═══ Information provided
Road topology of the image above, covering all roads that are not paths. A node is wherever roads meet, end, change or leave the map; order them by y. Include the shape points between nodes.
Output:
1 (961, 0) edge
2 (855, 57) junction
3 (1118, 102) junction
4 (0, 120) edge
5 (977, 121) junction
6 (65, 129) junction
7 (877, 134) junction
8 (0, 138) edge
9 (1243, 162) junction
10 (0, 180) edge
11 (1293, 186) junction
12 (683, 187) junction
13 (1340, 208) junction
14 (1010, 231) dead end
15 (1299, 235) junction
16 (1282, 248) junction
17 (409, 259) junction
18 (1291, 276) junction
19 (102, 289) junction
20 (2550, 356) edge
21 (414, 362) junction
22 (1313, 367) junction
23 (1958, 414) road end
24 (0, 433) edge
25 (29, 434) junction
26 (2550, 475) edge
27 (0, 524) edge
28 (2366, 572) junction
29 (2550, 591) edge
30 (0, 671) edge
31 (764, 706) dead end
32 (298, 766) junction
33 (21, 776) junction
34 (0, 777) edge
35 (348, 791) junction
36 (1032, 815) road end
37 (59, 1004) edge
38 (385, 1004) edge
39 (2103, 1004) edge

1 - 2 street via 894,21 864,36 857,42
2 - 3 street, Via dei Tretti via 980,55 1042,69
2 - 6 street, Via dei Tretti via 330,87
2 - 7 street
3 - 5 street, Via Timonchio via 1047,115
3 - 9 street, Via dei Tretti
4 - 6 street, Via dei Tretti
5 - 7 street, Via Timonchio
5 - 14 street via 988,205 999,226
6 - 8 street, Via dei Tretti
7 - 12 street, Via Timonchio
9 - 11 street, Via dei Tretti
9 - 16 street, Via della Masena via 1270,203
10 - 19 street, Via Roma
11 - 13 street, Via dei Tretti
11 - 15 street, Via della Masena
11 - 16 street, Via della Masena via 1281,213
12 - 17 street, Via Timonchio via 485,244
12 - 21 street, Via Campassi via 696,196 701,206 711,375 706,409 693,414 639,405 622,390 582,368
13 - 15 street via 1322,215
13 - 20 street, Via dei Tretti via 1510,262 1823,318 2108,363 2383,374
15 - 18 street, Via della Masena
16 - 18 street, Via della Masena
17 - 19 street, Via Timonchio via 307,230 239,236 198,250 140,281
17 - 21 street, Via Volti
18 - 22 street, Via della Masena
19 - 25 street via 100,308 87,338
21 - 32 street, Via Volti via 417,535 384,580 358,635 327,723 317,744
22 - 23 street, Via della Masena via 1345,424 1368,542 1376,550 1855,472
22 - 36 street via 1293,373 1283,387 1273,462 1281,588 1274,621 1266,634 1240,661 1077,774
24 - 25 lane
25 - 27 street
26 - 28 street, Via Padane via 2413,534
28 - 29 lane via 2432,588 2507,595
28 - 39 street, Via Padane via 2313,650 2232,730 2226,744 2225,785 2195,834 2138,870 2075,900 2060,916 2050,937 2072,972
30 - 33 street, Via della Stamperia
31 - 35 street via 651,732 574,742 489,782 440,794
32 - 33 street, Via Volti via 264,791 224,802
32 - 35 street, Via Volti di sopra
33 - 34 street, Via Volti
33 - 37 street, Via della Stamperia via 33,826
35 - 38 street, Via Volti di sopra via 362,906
══════
→ Task directions
What is needed is a word-for-word copy of the records.

→ Task result
Road topology of the image above, covering all roads that are not paths. A node is wherever roads meet, end, change or leave the map; order them by y. Include the shape points between nodes.
Output:
1 (961, 0) edge
2 (855, 57) junction
3 (1118, 102) junction
4 (0, 120) edge
5 (977, 121) junction
6 (65, 129) junction
7 (877, 134) junction
8 (0, 138) edge
9 (1243, 162) junction
10 (0, 180) edge
11 (1293, 186) junction
12 (683, 187) junction
13 (1340, 208) junction
14 (1010, 231) dead end
15 (1299, 235) junction
16 (1282, 248) junction
17 (409, 259) junction
18 (1291, 276) junction
19 (102, 289) junction
20 (2550, 356) edge
21 (414, 362) junction
22 (1313, 367) junction
23 (1958, 414) road end
24 (0, 433) edge
25 (29, 434) junction
26 (2550, 475) edge
27 (0, 524) edge
28 (2366, 572) junction
29 (2550, 591) edge
30 (0, 671) edge
31 (764, 706) dead end
32 (298, 766) junction
33 (21, 776) junction
34 (0, 777) edge
35 (348, 791) junction
36 (1032, 815) road end
37 (59, 1004) edge
38 (385, 1004) edge
39 (2103, 1004) edge

1 - 2 street via 894,21 864,36 857,42
2 - 3 street, Via dei Tretti via 980,55 1042,69
2 - 6 street, Via dei Tretti via 330,87
2 - 7 street
3 - 5 street, Via Timonchio via 1047,115
3 - 9 street, Via dei Tretti
4 - 6 street, Via dei Tretti
5 - 7 street, Via Timonchio
5 - 14 street via 988,205 999,226
6 - 8 street, Via dei Tretti
7 - 12 street, Via Timonchio
9 - 11 street, Via dei Tretti
9 - 16 street, Via della Masena via 1270,203
10 - 19 street, Via Roma
11 - 13 street, Via dei Tretti
11 - 15 street, Via della Masena
11 - 16 street, Via della Masena via 1281,213
12 - 17 street, Via Timonchio via 485,244
12 - 21 street, Via Campassi via 696,196 701,206 711,375 706,409 693,414 639,405 622,390 582,368
13 - 15 street via 1322,215
13 - 20 street, Via dei Tretti via 1510,262 1823,318 2108,363 2383,374
15 - 18 street, Via della Masena
16 - 18 street, Via della Masena
17 - 19 street, Via Timonchio via 307,230 239,236 198,250 140,281
17 - 21 street, Via Volti
18 - 22 street, Via della Masena
19 - 25 street via 100,308 87,338
21 - 32 street, Via Volti via 417,535 384,580 358,635 327,723 317,744
22 - 23 street, Via della Masena via 1345,424 1368,542 1376,550 1855,472
22 - 36 street via 1293,373 1283,387 1273,462 1281,588 1274,621 1266,634 1240,661 1077,774
24 - 25 lane
25 - 27 street
26 - 28 street, Via Padane via 2413,534
28 - 29 lane via 2432,588 2507,595
28 - 39 street, Via Padane via 2313,650 2232,730 2226,744 2225,785 2195,834 2138,870 2075,900 2060,916 2050,937 2072,972
30 - 33 street, Via della Stamperia
31 - 35 street via 651,732 574,742 489,782 440,794
32 - 33 street, Via Volti via 264,791 224,802
32 - 35 street, Via Volti di sopra
33 - 34 street, Via Volti
33 - 37 street, Via della Stamperia via 33,826
35 - 38 street, Via Volti di sopra via 362,906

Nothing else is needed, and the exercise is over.